What is the Green Climate Fund and does it matter?

At COP15 in Copenhagen in 2009, rich countries promised to provide US$100 billion a year by 2020, which led to the formal establishment in 2010 of the Green Climate Fund with the aim to support developing economies to address climate change. Whatever metric or definition of climate finance you use, we have clearly not achieved the goal of US$100 billion a year yet. That figure will instead be reached in 2023 according to the latest estimates, though some at COP26 are more optimistic: both the EU’s Ursula von Leyden and US climate envoy John Kerry have said the goal will be met in 2022.

However, because there’s no clear definition of what counts as climate finance, there are huge discrepancies in estimates of what has been committed so far. The OECD estimate (which is what the COP26 climate finance delivery plan is based on) is at the upper end, while Oxfam estimates that just over one-fifth of what has been promised has materialised so far.

Early investments generate rapid cost reductions, while further delay simply slows innovation and compounds the climate crisis.

How much is actually needed

Estimates of the amount of finance needed to actually decarbonise the global economy range between US$50 trillion and US$90 trillion. With a thousand billions in a trillion, that US$100 billion everyone is referring to is merely a decimal point.

It is also near impossible to figure out exactly how much green finance will be needed, since the total amount required depends on where the money goes and how soon we spend it. Early investments in new technologies generate rapid cost reductions and will reduce asset stranding (wasted investments in already obsolete carbon-intensive infrastructure).

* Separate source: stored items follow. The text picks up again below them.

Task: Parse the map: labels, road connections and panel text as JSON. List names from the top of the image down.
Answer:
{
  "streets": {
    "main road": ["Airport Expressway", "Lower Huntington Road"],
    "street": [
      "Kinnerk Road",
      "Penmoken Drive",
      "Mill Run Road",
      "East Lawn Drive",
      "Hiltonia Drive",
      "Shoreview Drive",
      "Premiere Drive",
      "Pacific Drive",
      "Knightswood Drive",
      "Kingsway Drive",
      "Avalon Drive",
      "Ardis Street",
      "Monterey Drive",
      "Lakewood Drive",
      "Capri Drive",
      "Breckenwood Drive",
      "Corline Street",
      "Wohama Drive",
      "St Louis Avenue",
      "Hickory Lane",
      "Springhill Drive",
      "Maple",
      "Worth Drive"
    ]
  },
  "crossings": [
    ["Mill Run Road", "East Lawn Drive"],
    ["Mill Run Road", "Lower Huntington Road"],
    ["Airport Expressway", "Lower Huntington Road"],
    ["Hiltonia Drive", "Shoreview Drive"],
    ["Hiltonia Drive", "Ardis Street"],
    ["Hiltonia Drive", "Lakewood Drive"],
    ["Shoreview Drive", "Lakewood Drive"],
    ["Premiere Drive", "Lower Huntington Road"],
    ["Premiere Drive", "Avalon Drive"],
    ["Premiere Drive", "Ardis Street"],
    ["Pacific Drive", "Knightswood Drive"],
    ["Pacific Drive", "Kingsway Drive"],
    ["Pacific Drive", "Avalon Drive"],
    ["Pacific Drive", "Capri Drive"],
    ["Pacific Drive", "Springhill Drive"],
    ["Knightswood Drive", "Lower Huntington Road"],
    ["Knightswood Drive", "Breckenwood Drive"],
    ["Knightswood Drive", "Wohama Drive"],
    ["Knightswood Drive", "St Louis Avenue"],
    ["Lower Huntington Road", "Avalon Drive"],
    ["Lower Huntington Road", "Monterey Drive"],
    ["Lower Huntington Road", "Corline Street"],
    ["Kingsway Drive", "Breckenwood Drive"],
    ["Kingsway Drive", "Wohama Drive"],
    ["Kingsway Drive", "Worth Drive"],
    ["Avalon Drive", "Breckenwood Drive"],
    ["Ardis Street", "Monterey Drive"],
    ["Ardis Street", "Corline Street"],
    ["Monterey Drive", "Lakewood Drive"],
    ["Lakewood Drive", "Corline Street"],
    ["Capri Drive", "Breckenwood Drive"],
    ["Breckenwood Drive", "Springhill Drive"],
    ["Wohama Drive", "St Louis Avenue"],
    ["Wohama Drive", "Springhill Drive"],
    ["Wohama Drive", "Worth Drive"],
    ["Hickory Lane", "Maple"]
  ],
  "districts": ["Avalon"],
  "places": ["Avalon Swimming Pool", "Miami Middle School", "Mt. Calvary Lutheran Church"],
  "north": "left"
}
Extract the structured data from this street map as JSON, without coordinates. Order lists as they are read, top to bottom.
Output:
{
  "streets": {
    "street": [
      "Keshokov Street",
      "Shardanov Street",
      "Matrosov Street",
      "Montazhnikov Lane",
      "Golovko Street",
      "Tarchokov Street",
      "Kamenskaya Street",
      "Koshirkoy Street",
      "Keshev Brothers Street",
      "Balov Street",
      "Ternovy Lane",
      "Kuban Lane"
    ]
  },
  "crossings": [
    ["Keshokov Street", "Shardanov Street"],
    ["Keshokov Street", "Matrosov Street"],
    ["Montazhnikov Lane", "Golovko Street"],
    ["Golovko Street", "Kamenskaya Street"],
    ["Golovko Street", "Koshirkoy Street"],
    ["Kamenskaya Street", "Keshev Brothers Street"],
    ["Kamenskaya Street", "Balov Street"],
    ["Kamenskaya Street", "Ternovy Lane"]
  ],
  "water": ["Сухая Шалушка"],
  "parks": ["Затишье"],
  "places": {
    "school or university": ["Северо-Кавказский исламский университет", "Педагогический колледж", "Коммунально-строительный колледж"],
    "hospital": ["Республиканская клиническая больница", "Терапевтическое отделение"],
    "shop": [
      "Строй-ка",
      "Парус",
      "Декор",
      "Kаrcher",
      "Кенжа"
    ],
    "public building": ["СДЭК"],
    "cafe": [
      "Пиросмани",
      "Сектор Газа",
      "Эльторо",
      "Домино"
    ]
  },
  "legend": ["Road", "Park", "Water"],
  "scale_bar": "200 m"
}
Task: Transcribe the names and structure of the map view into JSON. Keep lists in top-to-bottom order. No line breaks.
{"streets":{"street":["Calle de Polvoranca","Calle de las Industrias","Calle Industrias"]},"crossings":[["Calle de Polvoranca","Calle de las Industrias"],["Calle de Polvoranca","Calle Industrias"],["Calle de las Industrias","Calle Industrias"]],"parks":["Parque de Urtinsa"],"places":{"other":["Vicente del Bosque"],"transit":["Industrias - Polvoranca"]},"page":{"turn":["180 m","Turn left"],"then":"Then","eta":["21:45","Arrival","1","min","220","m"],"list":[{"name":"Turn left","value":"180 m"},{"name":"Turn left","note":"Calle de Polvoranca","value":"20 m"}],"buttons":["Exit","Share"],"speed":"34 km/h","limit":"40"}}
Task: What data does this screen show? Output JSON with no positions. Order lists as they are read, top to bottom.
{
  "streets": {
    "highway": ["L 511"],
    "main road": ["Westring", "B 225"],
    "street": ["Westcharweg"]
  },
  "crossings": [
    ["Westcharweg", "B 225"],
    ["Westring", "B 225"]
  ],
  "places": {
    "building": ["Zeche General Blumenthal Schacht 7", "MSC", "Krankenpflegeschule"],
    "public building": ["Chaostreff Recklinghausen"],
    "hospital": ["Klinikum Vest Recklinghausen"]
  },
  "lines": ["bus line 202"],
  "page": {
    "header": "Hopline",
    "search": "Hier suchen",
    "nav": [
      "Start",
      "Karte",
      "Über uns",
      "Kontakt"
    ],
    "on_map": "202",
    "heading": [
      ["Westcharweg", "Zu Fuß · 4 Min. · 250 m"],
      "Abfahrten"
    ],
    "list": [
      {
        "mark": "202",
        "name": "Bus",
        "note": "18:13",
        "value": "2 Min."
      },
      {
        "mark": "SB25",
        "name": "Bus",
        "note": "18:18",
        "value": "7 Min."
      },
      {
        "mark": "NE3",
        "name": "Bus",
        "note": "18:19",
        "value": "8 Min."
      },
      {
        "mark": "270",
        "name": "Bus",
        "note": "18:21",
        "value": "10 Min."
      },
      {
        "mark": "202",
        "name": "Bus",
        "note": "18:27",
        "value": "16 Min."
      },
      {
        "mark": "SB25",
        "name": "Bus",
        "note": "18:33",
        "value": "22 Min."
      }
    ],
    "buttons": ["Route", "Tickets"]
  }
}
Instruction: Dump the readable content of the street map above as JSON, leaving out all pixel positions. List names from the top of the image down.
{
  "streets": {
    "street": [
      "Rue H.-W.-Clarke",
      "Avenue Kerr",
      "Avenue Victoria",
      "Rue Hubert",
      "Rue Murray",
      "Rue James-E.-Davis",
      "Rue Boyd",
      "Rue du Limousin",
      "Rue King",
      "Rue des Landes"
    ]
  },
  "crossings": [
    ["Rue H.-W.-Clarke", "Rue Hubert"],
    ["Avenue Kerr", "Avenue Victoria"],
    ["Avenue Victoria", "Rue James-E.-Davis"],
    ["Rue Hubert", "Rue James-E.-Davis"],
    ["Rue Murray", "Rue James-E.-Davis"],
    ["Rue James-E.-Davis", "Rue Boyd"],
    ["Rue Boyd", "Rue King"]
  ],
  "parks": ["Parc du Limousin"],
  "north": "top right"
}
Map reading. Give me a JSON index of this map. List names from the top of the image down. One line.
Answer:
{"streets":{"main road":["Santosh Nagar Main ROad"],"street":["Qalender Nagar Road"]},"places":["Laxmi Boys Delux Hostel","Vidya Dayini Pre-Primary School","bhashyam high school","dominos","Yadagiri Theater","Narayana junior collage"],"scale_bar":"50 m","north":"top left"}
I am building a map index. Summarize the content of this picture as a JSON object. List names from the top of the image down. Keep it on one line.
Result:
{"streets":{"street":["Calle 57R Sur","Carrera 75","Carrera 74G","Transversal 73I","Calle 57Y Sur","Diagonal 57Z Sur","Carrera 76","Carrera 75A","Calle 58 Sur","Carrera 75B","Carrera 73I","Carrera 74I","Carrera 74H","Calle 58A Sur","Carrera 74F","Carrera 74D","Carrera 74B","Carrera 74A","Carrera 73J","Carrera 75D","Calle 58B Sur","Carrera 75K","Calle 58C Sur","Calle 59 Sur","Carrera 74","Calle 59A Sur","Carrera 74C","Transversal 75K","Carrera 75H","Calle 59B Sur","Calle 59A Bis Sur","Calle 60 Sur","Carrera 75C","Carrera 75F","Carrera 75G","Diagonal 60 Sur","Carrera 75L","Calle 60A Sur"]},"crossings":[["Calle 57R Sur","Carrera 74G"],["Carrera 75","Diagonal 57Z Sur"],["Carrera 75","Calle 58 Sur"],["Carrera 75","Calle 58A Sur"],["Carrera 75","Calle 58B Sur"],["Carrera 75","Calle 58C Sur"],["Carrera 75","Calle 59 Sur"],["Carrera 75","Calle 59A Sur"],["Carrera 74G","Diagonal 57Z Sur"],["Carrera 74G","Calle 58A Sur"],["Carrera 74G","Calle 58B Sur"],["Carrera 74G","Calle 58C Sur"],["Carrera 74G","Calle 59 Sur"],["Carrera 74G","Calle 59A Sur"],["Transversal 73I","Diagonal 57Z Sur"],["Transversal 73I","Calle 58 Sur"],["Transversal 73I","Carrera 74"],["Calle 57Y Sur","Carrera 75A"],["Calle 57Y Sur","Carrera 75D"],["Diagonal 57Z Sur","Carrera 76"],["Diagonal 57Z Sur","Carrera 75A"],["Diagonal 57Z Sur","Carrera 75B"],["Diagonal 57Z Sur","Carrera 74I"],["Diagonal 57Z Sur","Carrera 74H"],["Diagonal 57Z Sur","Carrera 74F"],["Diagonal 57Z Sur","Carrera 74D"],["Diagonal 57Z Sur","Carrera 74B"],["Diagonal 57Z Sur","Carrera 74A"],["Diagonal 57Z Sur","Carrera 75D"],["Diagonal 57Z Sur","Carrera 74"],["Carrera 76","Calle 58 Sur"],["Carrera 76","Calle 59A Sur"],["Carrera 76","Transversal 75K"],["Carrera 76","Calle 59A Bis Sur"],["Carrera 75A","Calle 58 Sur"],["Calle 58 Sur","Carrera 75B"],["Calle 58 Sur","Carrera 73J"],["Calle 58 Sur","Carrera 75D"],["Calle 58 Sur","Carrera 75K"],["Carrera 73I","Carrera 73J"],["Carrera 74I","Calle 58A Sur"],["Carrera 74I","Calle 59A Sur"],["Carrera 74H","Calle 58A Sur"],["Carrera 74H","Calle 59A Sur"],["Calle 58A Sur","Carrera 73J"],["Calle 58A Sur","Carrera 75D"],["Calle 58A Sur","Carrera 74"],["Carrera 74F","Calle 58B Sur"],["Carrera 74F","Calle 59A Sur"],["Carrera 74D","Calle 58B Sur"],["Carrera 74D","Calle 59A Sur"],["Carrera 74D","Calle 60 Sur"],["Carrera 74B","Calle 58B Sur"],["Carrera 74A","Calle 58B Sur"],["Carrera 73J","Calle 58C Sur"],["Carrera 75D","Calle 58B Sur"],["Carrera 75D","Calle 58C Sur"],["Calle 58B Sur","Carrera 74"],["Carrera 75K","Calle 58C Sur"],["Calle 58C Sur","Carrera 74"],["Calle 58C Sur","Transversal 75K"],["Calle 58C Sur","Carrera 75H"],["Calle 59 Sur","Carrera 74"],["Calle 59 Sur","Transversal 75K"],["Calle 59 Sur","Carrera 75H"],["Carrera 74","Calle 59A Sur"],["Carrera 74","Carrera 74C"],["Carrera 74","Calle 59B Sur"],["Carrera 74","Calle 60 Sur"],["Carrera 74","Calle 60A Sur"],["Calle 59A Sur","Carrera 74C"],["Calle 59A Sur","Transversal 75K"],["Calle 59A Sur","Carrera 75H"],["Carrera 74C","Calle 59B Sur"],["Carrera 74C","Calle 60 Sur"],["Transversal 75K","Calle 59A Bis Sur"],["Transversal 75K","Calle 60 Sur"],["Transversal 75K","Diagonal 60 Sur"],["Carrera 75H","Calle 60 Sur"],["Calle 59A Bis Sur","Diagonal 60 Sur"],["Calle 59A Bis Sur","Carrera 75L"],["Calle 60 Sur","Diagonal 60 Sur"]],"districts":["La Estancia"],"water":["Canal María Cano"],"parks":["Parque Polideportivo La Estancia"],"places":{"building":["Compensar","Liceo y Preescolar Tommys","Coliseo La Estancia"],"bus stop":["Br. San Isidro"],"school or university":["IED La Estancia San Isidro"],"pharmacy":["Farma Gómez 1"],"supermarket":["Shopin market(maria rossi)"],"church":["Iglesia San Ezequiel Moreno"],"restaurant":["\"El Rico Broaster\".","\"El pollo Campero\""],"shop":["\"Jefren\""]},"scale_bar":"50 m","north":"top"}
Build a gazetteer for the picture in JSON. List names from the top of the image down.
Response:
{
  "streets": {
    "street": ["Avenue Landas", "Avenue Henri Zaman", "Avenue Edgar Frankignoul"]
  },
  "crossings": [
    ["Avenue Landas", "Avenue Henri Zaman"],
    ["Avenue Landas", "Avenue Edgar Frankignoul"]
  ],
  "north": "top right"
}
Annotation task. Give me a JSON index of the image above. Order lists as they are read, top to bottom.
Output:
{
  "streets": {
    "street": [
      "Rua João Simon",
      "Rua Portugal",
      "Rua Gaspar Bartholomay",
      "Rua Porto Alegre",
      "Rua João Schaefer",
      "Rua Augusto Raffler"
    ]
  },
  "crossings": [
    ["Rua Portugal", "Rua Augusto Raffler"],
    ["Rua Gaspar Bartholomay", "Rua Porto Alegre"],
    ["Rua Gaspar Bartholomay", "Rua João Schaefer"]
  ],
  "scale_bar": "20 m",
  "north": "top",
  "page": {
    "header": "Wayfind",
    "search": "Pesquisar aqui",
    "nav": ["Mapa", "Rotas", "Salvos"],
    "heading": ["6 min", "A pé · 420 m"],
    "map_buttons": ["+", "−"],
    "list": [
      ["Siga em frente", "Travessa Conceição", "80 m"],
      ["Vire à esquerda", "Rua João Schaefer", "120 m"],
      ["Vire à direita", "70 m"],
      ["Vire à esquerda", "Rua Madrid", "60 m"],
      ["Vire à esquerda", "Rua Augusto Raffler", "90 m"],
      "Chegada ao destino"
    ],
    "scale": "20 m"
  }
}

Further delay simply slows innovation and compounds the climate crisis.

Climate change will shrink the economies of rich, poor, hot and cold countries alike and will make it more difficult and more expensive to raise the finance needed to decarbonise in the future. The cost of early action is far cheaper than the cost of delayed action.

We have just seen a comprehensive and coordinated cross-country policy response to the pandemic, with more than US$16 trillion of government support rolled out globally (and at super-fast speed). Climate change will require the same coordinated response, and the pandemic response shows that significant financing for decarbonisation can be relatively quickly mobilised.

The bottom line is that mobilising climate finance is a win-win for both the developed and developing economies. And in the context of what will really be needed to address climate change, that US$100 billion is really just a distraction.